Abstract

Alzheimer's disease (AD) is the most common type of age-related dementia. The disease is characterized by a progressive loss of cognitive abilities, severe neurodegeneration, synaptic loss and mitochondrial dysfunction. The Wnt signaling pathway participates in the development of the central nervous system and growing evidence indicates that Wnts also regulate the function of the adult nervous system. We report here, that indirect activation of canonical Wnt/beta-catenin signaling using Bromoindirubin-30-Oxime (6-BIO), an inhibitor of glycogen synthase kinase-3 beta, protects hippocampal neurons from amyloid-beta (A beta) oligomers with the concomitant blockade of neuronal apoptosis.

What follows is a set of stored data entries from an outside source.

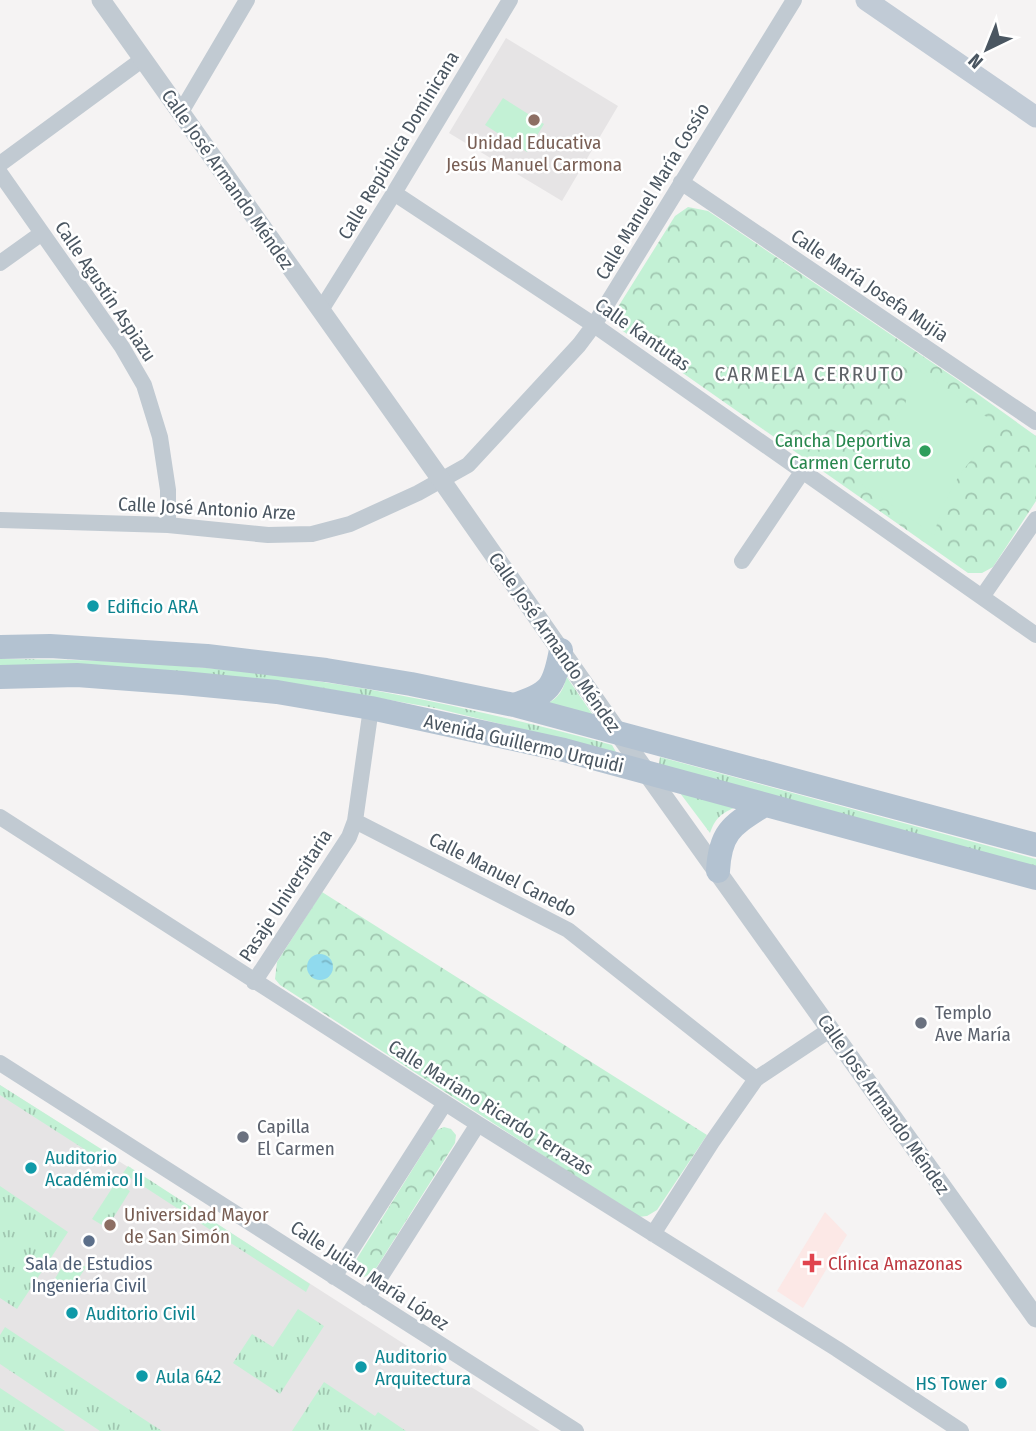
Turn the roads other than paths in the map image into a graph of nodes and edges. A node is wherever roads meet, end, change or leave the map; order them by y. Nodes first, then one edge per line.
1 (101, 0) edge
2 (247, 0) edge
3 (510, 0) edge
4 (794, 0) edge
5 (866, 0) edge
6 (143, 59) junction
7 (181, 112) junction
8 (1036, 117) edge
9 (0, 164) edge
10 (0, 173) edge
11 (681, 182) junction
12 (394, 193) junction
13 (42, 233) junction
14 (0, 263) edge
15 (321, 310) junction
16 (594, 325) junction
17 (1036, 422) edge
18 (802, 472) junction
19 (442, 481) junction
20 (1036, 519) edge
21 (0, 520) edge
22 (168, 525) junction
23 (742, 561) dead end
24 (982, 597) junction
25 (1036, 635) edge
26 (0, 647) edge
27 (561, 650) junction
28 (0, 677) edge
29 (514, 705) junction
30 (371, 708) junction
31 (619, 734) junction
32 (649, 774) junction
33 (764, 805) junction
34 (0, 817) edge
35 (355, 821) junction
36 (1036, 845) edge
37 (718, 871) junction
38 (1036, 878) edge
39 (254, 982) junction
40 (831, 1029) junction
41 (0, 1063) edge
42 (756, 1079) junction
43 (445, 1103) junction
44 (478, 1124) junction
45 (653, 1234) junction
46 (334, 1277) junction
47 (367, 1298) junction
48 (1036, 1318) edge
49 (576, 1431) edge
50 (961, 1431) edge

1 - 6 street, Calle José Armando Méndez
2 - 7 street
3 - 12 street, Calle República Dominicana
4 - 11 street, Calle Manuel María Cossío
5 - 8 main road
6 - 7 street, Calle José Armando Méndez
6 - 9 street
7 - 15 street, Calle José Armando Méndez
10 - 13 street, Calle Agustín Aspiazu
11 - 16 street, Calle Manuel María Cossío
11 - 17 street, Calle María Josefa Mujía
12 - 15 street, Calle República Dominicana
12 - 16 street, Calle Kantutas
13 - 14 street
13 - 22 street, Calle Agustín Aspiazu
15 - 19 street, Calle José Armando Méndez
16 - 18 street, Calle Kantutas
16 - 19 street, Calle Manuel María Cossío
18 - 23 street
18 - 24 street, Calle Kantutas
19 - 22 street, Calle José Antonio Arze
19 - 27 street, Calle José Armando Méndez
20 - 24 street
21 - 22 street, Calle José Antonio Arze
24 - 25 street, Calle Kantutas
26 - 29 main road, Avenida Guillermo Urquidi
27 - 29 main road
27 - 31 street, Calle José Armando Méndez
28 - 30 main road, Avenida Guillermo Urquidi
29 - 31 main road, Avenida Guillermo Urquidi
30 - 32 main road, Avenida Guillermo Urquidi
30 - 35 street, Pasaje Universitaria
31 - 32 street, Calle José Armando Méndez
31 - 36 main road, Avenida Guillermo Urquidi
32 - 33 main road, Avenida Guillermo Urquidi
32 - 37 street, Calle José Armando Méndez
33 - 37 main road
33 - 38 main road, Avenida Guillermo Urquidi
34 - 39 street, Calle Mariano Ricardo Terrazas
35 - 39 street, Pasaje Universitaria
35 - 42 street, Calle Manuel Canedo
37 - 40 street, Calle José Armando Méndez
39 - 43 street, Calle Mariano Ricardo Terrazas
40 - 42 street
40 - 48 street, Calle José Armando Méndez
41 - 46 street, Calle Julian María López
42 - 45 street
43 - 44 street, Calle Mariano Ricardo Terrazas
43 - 46 street
44 - 45 street, Calle Mariano Ricardo Terrazas
44 - 47 street
45 - 50 street, Calle Mariano Ricardo Terrazas
46 - 47 street, Calle Julian María López
47 - 49 street, Calle Julian María López

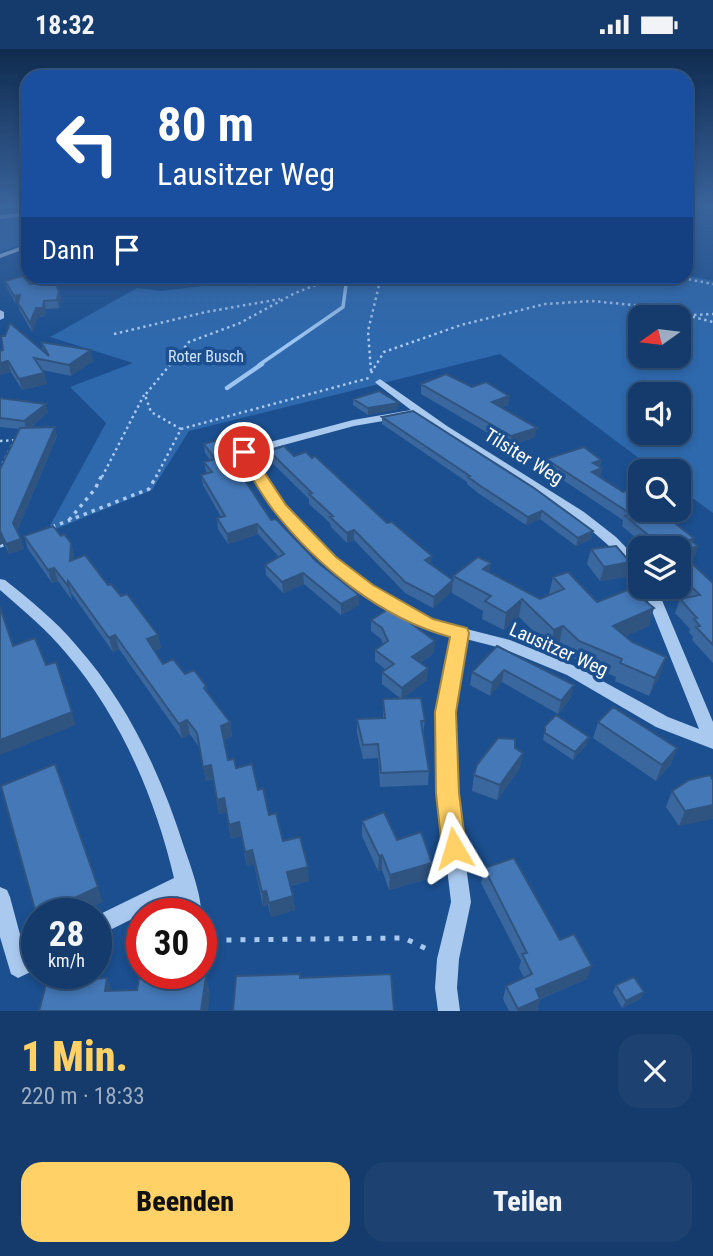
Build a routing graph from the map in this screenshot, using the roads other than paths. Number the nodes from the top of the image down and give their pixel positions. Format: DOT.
graph roads {
  1 [pos="0,312"];
  2 [pos="0,318"];
  3 [pos="380,382"];
  4 [pos="418,412"];
  5 [pos="244,452"];
  6 [pos="628,556"];
  7 [pos="0,583"];
  8 [pos="654,599"];
  9 [pos="460,633"];
  10 [pos="713,741"];
  11 [pos="186,882"];
  12 [pos="0,897"];
  13 [pos="189,898"];
  14 [pos="112,919"];
  15 [pos="21,966"];
  16 [pos="449,1011"];
  1 -- 2 [label="street"];
  3 -- 4 [label="street, Tilsiter Weg"];
  4 -- 5 [label="street"];
  4 -- 6 [label="street, Tilsiter Weg"];
  5 -- 9 [label="street, Lausitzer Weg"];
  7 -- 11 [label="street"];
  8 -- 10 [label="street"];
  9 -- 10 [label="street, Lausitzer Weg"];
  9 -- 16 [label="street"];
  11 -- 13 [label="street"];
  11 -- 14 [label="street"];
  12 -- 15 [label="street"];
}
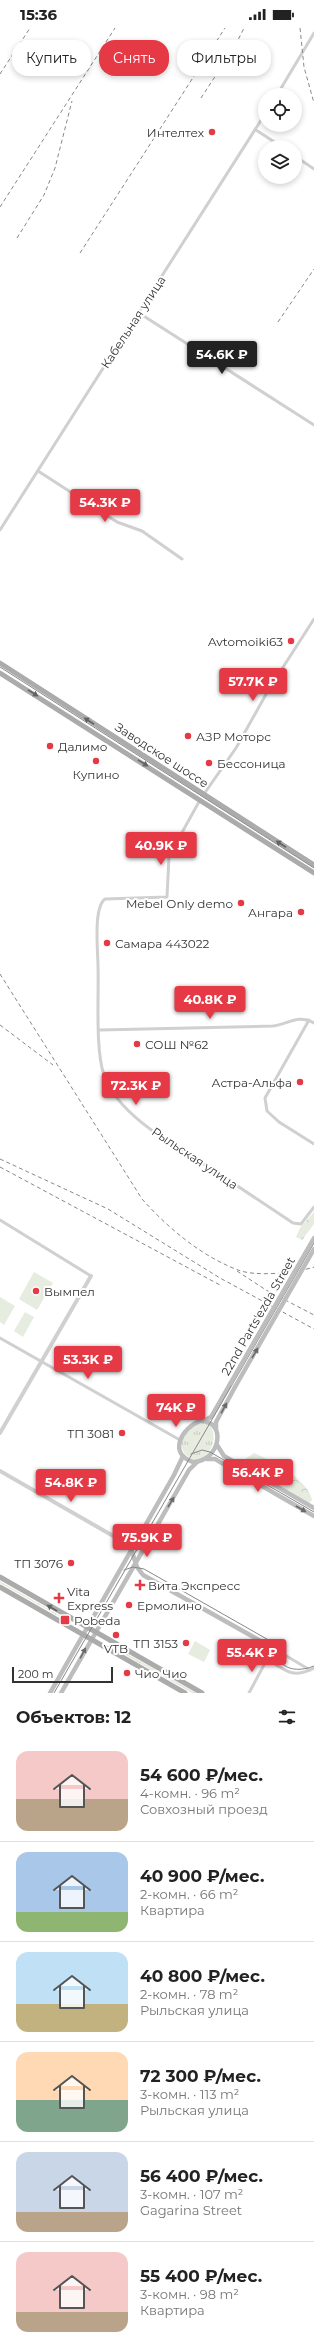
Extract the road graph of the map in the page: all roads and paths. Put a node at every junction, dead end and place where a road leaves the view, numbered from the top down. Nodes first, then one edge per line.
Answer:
1 (314, 33) edge
2 (280, 88) edge
3 (258, 126) edge
4 (256, 130) junction
5 (271, 140) edge
6 (302, 161) edge
7 (314, 169) edge
8 (139, 313) junction
9 (314, 425) edge
10 (38, 471) junction
11 (0, 530) edge
12 (182, 559) dead end
13 (314, 619) edge
14 (0, 663) edge
15 (0, 672) edge
16 (204, 794) junction
17 (200, 800) junction
18 (314, 865) edge
19 (314, 873) edge
20 (309, 1020) junction
21 (314, 1023) edge
22 (100, 1030) junction
23 (314, 1144) edge
24 (314, 1207) edge
25 (0, 1220) edge
26 (314, 1238) edge
27 (314, 1250) edge
28 (91, 1276) joint
29 (0, 1338) edge
30 (42, 1362) junction
31 (204, 1421) junction
32 (216, 1429) junction
33 (0, 1433) edge
34 (180, 1440) junction
35 (217, 1445) junction
36 (183, 1456) junction
37 (206, 1459) junction
38 (197, 1462) junction
39 (0, 1471) edge
40 (314, 1508) edge
41 (314, 1516) edge
42 (131, 1549) junction
43 (135, 1562) junction
44 (0, 1577) edge
45 (0, 1587) edge
46 (68, 1617) junction
47 (65, 1624) junction
48 (86, 1627) junction
49 (95, 1632) junction
50 (83, 1634) junction
51 (91, 1639) junction
52 (114, 1643) junction
53 (273, 1648) junction
54 (111, 1650) junction
55 (267, 1659) junction
56 (314, 1668) edge
57 (310, 1670) junction
58 (50, 1693) edge
59 (61, 1693) edge
60 (185, 1693) edge
61 (202, 1693) edge
62 (249, 1693) edge

1 - 2 street
3 - 4 street, Кабельная улица
4 - 5 street
4 - 8 street, Кабельная улица
6 - 7 street
8 - 9 street
8 - 10 street, Кабельная улица
10 - 11 street, Кабельная улица
10 - 12 street
13 - 16 street
16 -> 14 main road, Заводское шоссе
15 -> 17 main road, Заводское шоссе
16 - 17 main road
18 -> 16 main road, Заводское шоссе
17 - 19 main road, Заводское шоссе
17 - 22 street, Рыльская улица
20 - 21 street
20 - 22 street
20 - 23 street
22 - 24 street, Рыльская улица
25 - 28 street
26 - 31 main road, 22nd Parts'ezda Street, bridge
32 -> 27 main road, 22nd Parts'ezda Street, bridge
28 - 30 street
29 - 30 street
30 - 33 street
30 - 34 street
31 - 32 main road
31 - 34 main road
32 - 35 main road
34 - 36 main road
35 - 37 main road
35 - 40 main road
36 - 38 main road
36 - 42 main road
37 - 38 main road
37 -> 41 main road
43 -> 38 main road
39 - 42 street
42 - 43 main road
42 - 48 main road
43 - 49 main road
43 - 53 main road
46 -> 44 main road
45 - 47 main road
46 - 47 main road
46 - 48 main road
47 - 50 main road
48 - 49 main road
48 - 50 main road
49 - 51 main road
49 - 52 main road
50 - 51 main road
50 - 58 main road
51 - 54 main road
59 -> 51 main road
52 - 54 main road
52 - 61 main road
53 - 55 street
53 - 57 street
54 - 60 main road
55 - 57 street
55 - 62 street
56 - 57 street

More importantly, activation with Wnt-5a, a non-canonical Wnt ligand, results in the modulation of mitochondrial dynamics, preventing the changes induced by A beta oligomers (A beta o) in mitochondrial fission-fusion dynamics and modulates Bcl-2 increases induced by oligomers. The canonical Wnt-3a ligand neither the secreted Frizzled-Related Protein (sFRP), a Wnt scavenger, did not prevent these effects. In contrast, some of the A beta oligomer effects were blocked by Ryanodine. We conclude that canonical Wnt/beta-catenin signaling controls neuronal survival, and that non-canonical Wnt/Ca2+ signaling modulates mitochondrial dysfunction. Since mitochondrial dysfunction is present in neurodegenerative diseases, the therapeutic possibilities of the activation of Wnt signaling are evident.